Understanding Your Car's Maintenance Schedule: A Guide for New Car Owners
Congratulations on your new vehicle! A new set of wheels is always exciting, whether you’re new to driving, have just made your first-ever purchase or have traded up to a new ride. Or maybe the folks are letting you take the car to campus and – yay! – you’re in charge of its ongoing care now.
We at your Mullinax dealership want you to enjoy your precious automotive baby for as long as possible. We can answer any questions you may have, but the best way to achieve that goal is to pay close attention to your maintenance schedule. It helps ensure that your vehicle will look great, run great and take you to wonderful places until you are ready to say goodbye and invest in your next truck, car or SUV.
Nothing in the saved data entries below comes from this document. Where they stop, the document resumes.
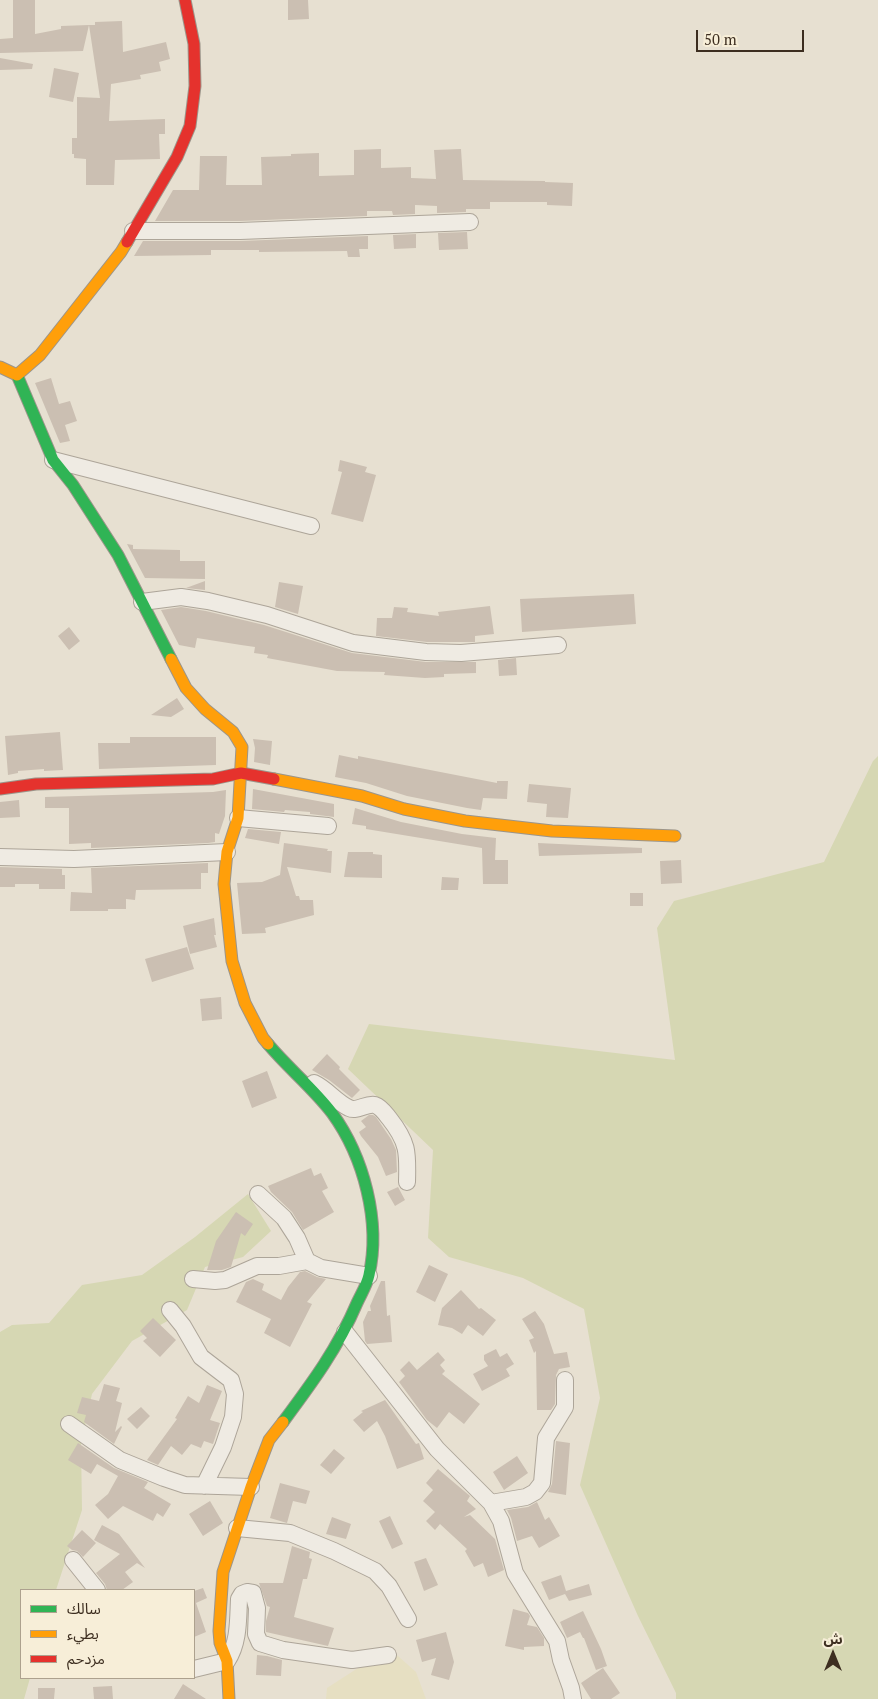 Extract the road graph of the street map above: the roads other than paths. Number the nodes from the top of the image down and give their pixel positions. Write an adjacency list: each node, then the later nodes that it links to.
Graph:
1 (185, 0): 3 (street)
2 (470, 222): 3 (street)
3 (133, 231): 5 (street)
4 (0, 367): 5 (street)
5 (17, 375): 6 (street)
6 (53, 460): 7 (street); 8 (street)
7 (311, 526)
8 (142, 602): 9 (street); 10 (street)
9 (558, 645)
10 (241, 773): 11 (street); 12 (street); 14 (street)
11 (0, 789)
12 (238, 818): 13 (street); 15 (street)
13 (328, 826)
14 (675, 836)
15 (227, 852): 16 (street); 17 (street)
16 (0, 857)
17 (305, 1082): 18 (street); 21 (street)
18 (407, 1182)
19 (258, 1194): 20 (street)
20 (307, 1261): 21 (street); 22 (street)
21 (369, 1276): 24 (street)
22 (193, 1279)
23 (170, 1310): 27 (street)
24 (345, 1332): 28 (street); 29 (street)
25 (564, 1380): 29 (street)
26 (68, 1424): 27 (street)
27 (204, 1486): 28 (street)
28 (250, 1487): 30 (street)
29 (492, 1503): 38 (street)
30 (237, 1528): 33 (street); 35 (street)
31 (73, 1560): 32 (street)
32 (96, 1589)
33 (408, 1619)
34 (388, 1656): 35 (street)
35 (227, 1661): 36 (street); 37 (street)
36 (195, 1669)
37 (230, 1699)
38 (574, 1699) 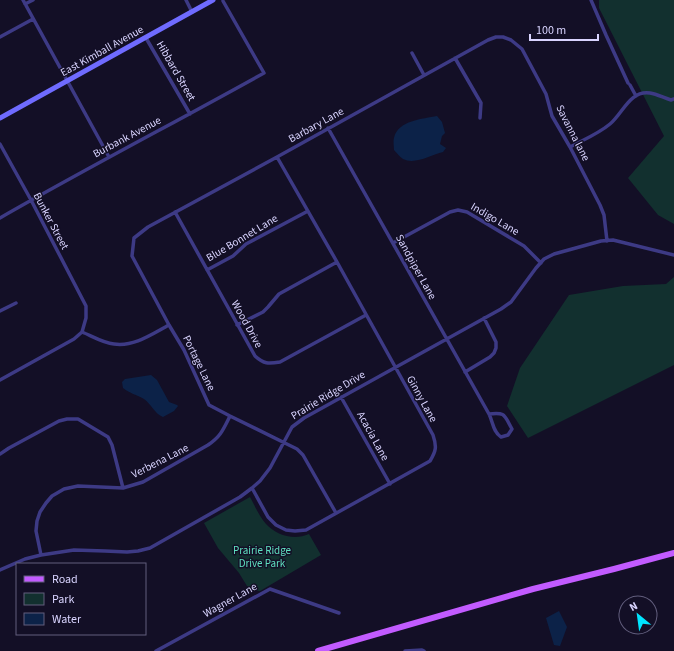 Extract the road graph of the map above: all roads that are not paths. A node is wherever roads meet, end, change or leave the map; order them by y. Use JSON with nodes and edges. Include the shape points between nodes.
{"nodes":[{"id":1,"x":23,"y":0,"type":"edge"},
{"id":2,"x":33,"y":0,"type":"edge"},
{"id":3,"x":186,"y":0,"type":"edge"},
{"id":4,"x":213,"y":0,"type":"edge"},
{"id":5,"x":591,"y":0,"type":"edge"},
{"id":6,"x":224,"y":1,"type":"edge"},
{"id":7,"x":26,"y":4,"type":"junction"},
{"id":8,"x":192,"y":12,"type":"junction"},
{"id":9,"x":33,"y":19,"type":"junction"},
{"id":10,"x":0,"y":37,"type":"edge"},
{"id":11,"x":146,"y":38,"type":"junction"},
{"id":12,"x":511,"y":40,"type":"joint"},
{"id":13,"x":412,"y":53,"type":"dead end"},
{"id":14,"x":455,"y":58,"type":"junction"},
{"id":15,"x":424,"y":75,"type":"junction"},
{"id":16,"x":67,"y":81,"type":"junction"},
{"id":17,"x":636,"y":96,"type":"junction"},
{"id":18,"x":674,"y":100,"type":"edge"},
{"id":19,"x":190,"y":114,"type":"junction"},
{"id":20,"x":0,"y":118,"type":"edge"},
{"id":21,"x":480,"y":118,"type":"dead end"},
{"id":22,"x":328,"y":128,"type":"junction"},
{"id":23,"x":0,"y":144,"type":"edge"},
{"id":24,"x":570,"y":147,"type":"junction"},
{"id":25,"x":109,"y":157,"type":"junction"},
{"id":26,"x":277,"y":157,"type":"junction"},
{"id":27,"x":31,"y":200,"type":"junction"},
{"id":28,"x":308,"y":210,"type":"junction"},
{"id":29,"x":175,"y":212,"type":"junction"},
{"id":30,"x":0,"y":218,"type":"edge"},
{"id":31,"x":134,"y":238,"type":"joint"},
{"id":32,"x":607,"y":241,"type":"junction"},
{"id":33,"x":393,"y":243,"type":"junction"},
{"id":34,"x":674,"y":254,"type":"edge"},
{"id":35,"x":337,"y":262,"type":"junction"},
{"id":36,"x":541,"y":263,"type":"junction"},
{"id":37,"x":207,"y":270,"type":"junction"},
{"id":38,"x":16,"y":303,"type":"dead end"},
{"id":39,"x":0,"y":311,"type":"edge"},
{"id":40,"x":366,"y":315,"type":"junction"},
{"id":41,"x":484,"y":318,"type":"junction"},
{"id":42,"x":169,"y":325,"type":"junction"},
{"id":43,"x":237,"y":325,"type":"junction"},
{"id":44,"x":82,"y":332,"type":"junction"},
{"id":45,"x":446,"y":339,"type":"junction"},
{"id":46,"x":395,"y":367,"type":"junction"},
{"id":47,"x":465,"y":372,"type":"junction"},
{"id":48,"x":0,"y":380,"type":"edge"},
{"id":49,"x":341,"y":397,"type":"junction"},
{"id":50,"x":489,"y":414,"type":"junction"},
{"id":51,"x":230,"y":416,"type":"junction"},
{"id":52,"x":283,"y":443,"type":"junction"},
{"id":53,"x":0,"y":454,"type":"edge"},
{"id":54,"x":390,"y":484,"type":"junction"},
{"id":55,"x":123,"y":488,"type":"junction"},
{"id":56,"x":252,"y":488,"type":"junction"},
{"id":57,"x":336,"y":513,"type":"junction"},
{"id":58,"x":674,"y":553,"type":"edge"},
{"id":59,"x":41,"y":555,"type":"junction"},
{"id":60,"x":0,"y":570,"type":"edge"},
{"id":61,"x":339,"y":613,"type":"dead end"},
{"id":62,"x":156,"y":651,"type":"edge"},
{"id":63,"x":318,"y":651,"type":"edge"},
{"id":64,"x":405,"y":651,"type":"edge"},
{"id":65,"x":424,"y":651,"type":"edge"}],
"edges":[{"from":1,"to":7,"type":"street"},
{"from":2,"to":7,"type":"street"},
{"from":3,"to":8,"type":"street"},
{"from":4,"to":8,"type":"street","name":"East Kimball Avenue"},
{"from":5,"to":17,"type":"street"},
{"from":6,"to":19,"type":"street","name":"Burbank Avenue","via":[[264,73]]},
{"from":7,"to":9,"type":"street"},
{"from":8,"to":11,"type":"street","name":"East Kimball Avenue"},
{"from":9,"to":10,"type":"street"},
{"from":9,"to":16,"type":"street"},
{"from":11,"to":16,"type":"street","name":"East Kimball Avenue"},
{"from":11,"to":19,"type":"street","name":"Hibbard Street"},
{"from":12,"to":14,"type":"street","name":"Barbary Lane","via":[[503,37],[488,40]]},
{"from":12,"to":24,"type":"street","name":"Savanna lane","via":[[522,50],[546,94],[552,116]]},
{"from":13,"to":15,"type":"street"},
{"from":14,"to":15,"type":"street","name":"Barbary Lane"},
{"from":14,"to":21,"type":"street","via":[[481,103]]},
{"from":15,"to":22,"type":"street","name":"Barbary Lane"},
{"from":16,"to":20,"type":"street","name":"East Kimball Avenue"},
{"from":16,"to":25,"type":"street"},
{"from":17,"to":18,"type":"street","via":[[649,93]]},
{"from":17,"to":24,"type":"street","via":[[610,124]]},
{"from":19,"to":25,"type":"street","name":"Burbank Avenue"},
{"from":22,"to":26,"type":"street","name":"Barbary Lane"},
{"from":22,"to":33,"type":"street","name":"Sandpiper Lane"},
{"from":23,"to":27,"type":"street","name":"Bunker Street"},
{"from":24,"to":32,"type":"street","name":"Savanna lane","via":[[604,215]]},
{"from":25,"to":27,"type":"street","name":"Burbank Avenue"},
{"from":26,"to":28,"type":"street","name":"Ginny Lane"},
{"from":26,"to":29,"type":"street","name":"Barbary Lane"},
{"from":27,"to":30,"type":"street","name":"Burbank Avenue"},
{"from":27,"to":44,"type":"street","name":"Bunker Street","via":[[86,306]]},
{"from":28,"to":35,"type":"street","name":"Ginny Lane"},
{"from":28,"to":37,"type":"street","name":"Blue Bonnet Lane","via":[[246,244],[234,256]]},
{"from":29,"to":31,"type":"street","name":"Barbary Lane"},
{"from":29,"to":37,"type":"street","name":"Wood Drive"},
{"from":31,"to":42,"type":"street","name":"Portage Lane","via":[[132,256]]},
{"from":32,"to":34,"type":"street","name":"Prairie Ridge Drive","via":[[613,240]]},
{"from":32,"to":36,"type":"street","name":"Prairie Ridge Drive","via":[[554,254]]},
{"from":33,"to":36,"type":"street","name":"Indigo Lane","via":[[458,210],[467,212],[524,246]]},
{"from":33,"to":45,"type":"street","name":"Sandpiper Lane"},
{"from":35,"to":40,"type":"street","name":"Ginny Lane"},
{"from":35,"to":43,"type":"street","via":[[279,294],[263,312]]},
{"from":36,"to":41,"type":"street","name":"Prairie Ridge Drive","via":[[511,302]]},
{"from":37,"to":43,"type":"street","name":"Wood Drive"},
{"from":38,"to":39,"type":"street"},
{"from":40,"to":43,"type":"street","name":"Wood Drive","via":[[280,362],[270,364],[255,356]]},
{"from":40,"to":46,"type":"street","name":"Ginny Lane"},
{"from":41,"to":45,"type":"street","name":"Prairie Ridge Drive"},
{"from":41,"to":47,"type":"street","via":[[496,342],[496,348],[490,357]]},
{"from":42,"to":44,"type":"street","via":[[144,340],[128,344],[114,344]]},
{"from":42,"to":51,"type":"street","name":"Portage Lane","via":[[184,350],[209,405]]},
{"from":44,"to":48,"type":"street"},
{"from":45,"to":46,"type":"street","name":"Prairie Ridge Drive"},
{"from":45,"to":47,"type":"street","name":"Sandpiper Lane"},
{"from":46,"to":49,"type":"street","name":"Prairie Ridge Drive"},
{"from":46,"to":54,"type":"street","name":"Ginny Lane","via":[[433,435],[435,451],[430,461]]},
{"from":47,"to":50,"type":"street","name":"Sandpiper Lane"},
{"from":49,"to":52,"type":"street","name":"Prairie Ridge Drive","via":[[292,427]]},
{"from":49,"to":54,"type":"street","name":"Acacia Lane"},
{"from":50,"to":50,"type":"street","name":"Sandpiper Lane","via":[[498,435],[501,437],[511,432],[512,429],[504,415]]},
{"from":51,"to":52,"type":"street","name":"Portage Lane"},
{"from":51,"to":55,"type":"street","name":"Verbena Lane","via":[[222,432],[208,445],[143,482]]},
{"from":52,"to":56,"type":"street","name":"Prairie Ridge Drive","via":[[270,468]]},
{"from":52,"to":57,"type":"street","name":"Portage Lane","via":[[297,449],[303,455]]},
{"from":53,"to":55,"type":"street","via":[[59,421],[78,419],[108,437]]},
{"from":54,"to":57,"type":"street","name":"Ginny Lane"},
{"from":55,"to":59,"type":"street","name":"Verbena Lane","via":[[78,486],[64,489],[52,496],[40,512],[37,521],[36,531]]},
{"from":56,"to":57,"type":"street","name":"Ginny Lane","via":[[268,517],[286,530],[306,530]]},
{"from":56,"to":59,"type":"street","name":"Prairie Ridge Drive","via":[[150,548],[138,552],[74,550]]},
{"from":58,"to":63,"type":"main road","via":[[533,589]]},
{"from":59,"to":60,"type":"street","name":"Prairie Ridge Drive"},
{"from":61,"to":62,"type":"street","name":"Wagner Lane","via":[[270,589]]},
{"from":64,"to":65,"type":"street"}]} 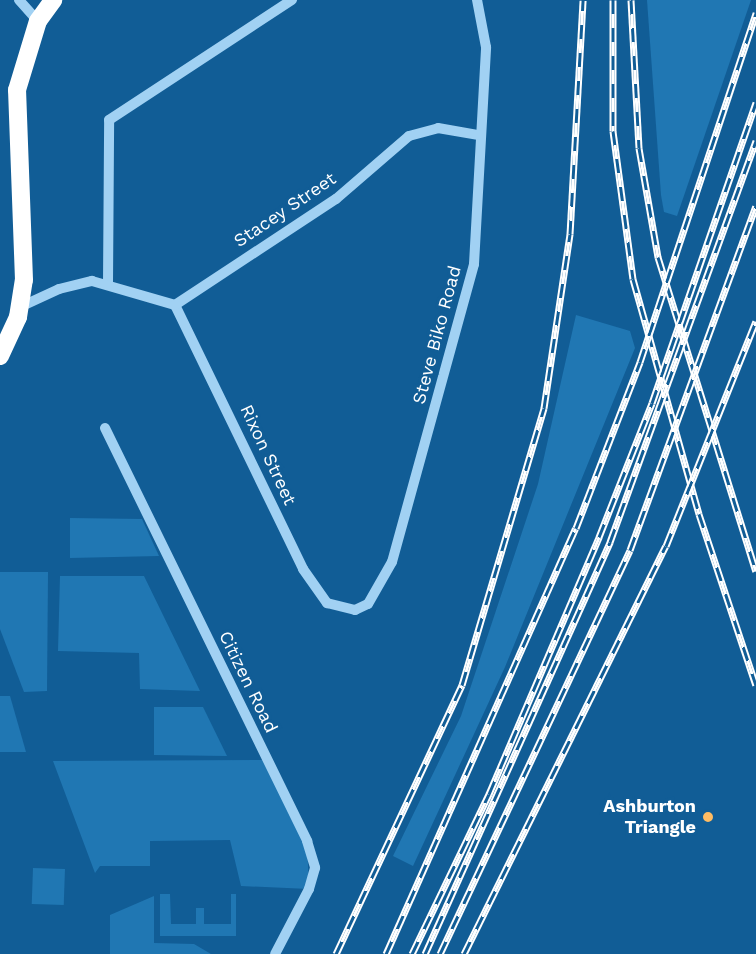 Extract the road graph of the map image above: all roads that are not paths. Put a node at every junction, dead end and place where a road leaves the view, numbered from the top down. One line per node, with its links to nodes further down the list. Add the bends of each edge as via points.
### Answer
1 (19, 0): 5 (street)
2 (54, 0): 5 (highway)
3 (292, 0): 7 (street, via 109,120)
4 (477, 0): 6 (street, Steve Biko Road, via 486,47)
5 (38, 21): 9 (highway, via 17,90 25,257)
6 (477, 135): 8 (street, Stacey Street, via 438,128 409,136 336,199); 12 (street, Steve Biko Road, via 474,264 392,562 369,604)
7 (108, 283): 8 (street); 9 (street, via 80,282)
8 (175, 305): 12 (street, Rixon Street, via 303,569 327,603)
9 (20, 308): 10 (highway)
10 (2, 351)
11 (105, 428): 13 (street, Citizen Road, via 307,841 315,867 309,889)
12 (342, 609)
13 (275, 954)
Here’s what should be on the maintenance GPS for anyone behind the wheel of a new (or new-to-them) vehicle:
Step 1: Read the owner’s manual.
Seriously – READ. THE. OWNER’S. MANUAL.
Your owner’s manual is specific to your vehicle and contains a detailed maintenance schedule that you and your mechanics can follow to ensure optimum performance. It spells our when you should have oil changes, tire rotations, brake inspections, filter replacements and other tasks done. It also addresses service schedules for extreme conditions: weather such as severe heat or cold, but also hauling heavy loads, travel on rough or mountainous roads, driving in dusty, salty or muddy conditions or in areas where corrosive materials might be on the roads.
Following the maintenance schedule ensures that your vehicle warranty remains valid and in effect. If you miss recommended service and something goes wrong, you can be out of pocket for the fix. Potentially expensive repairs often can be avoided by performing regular maintenance and practicing safe driving habits.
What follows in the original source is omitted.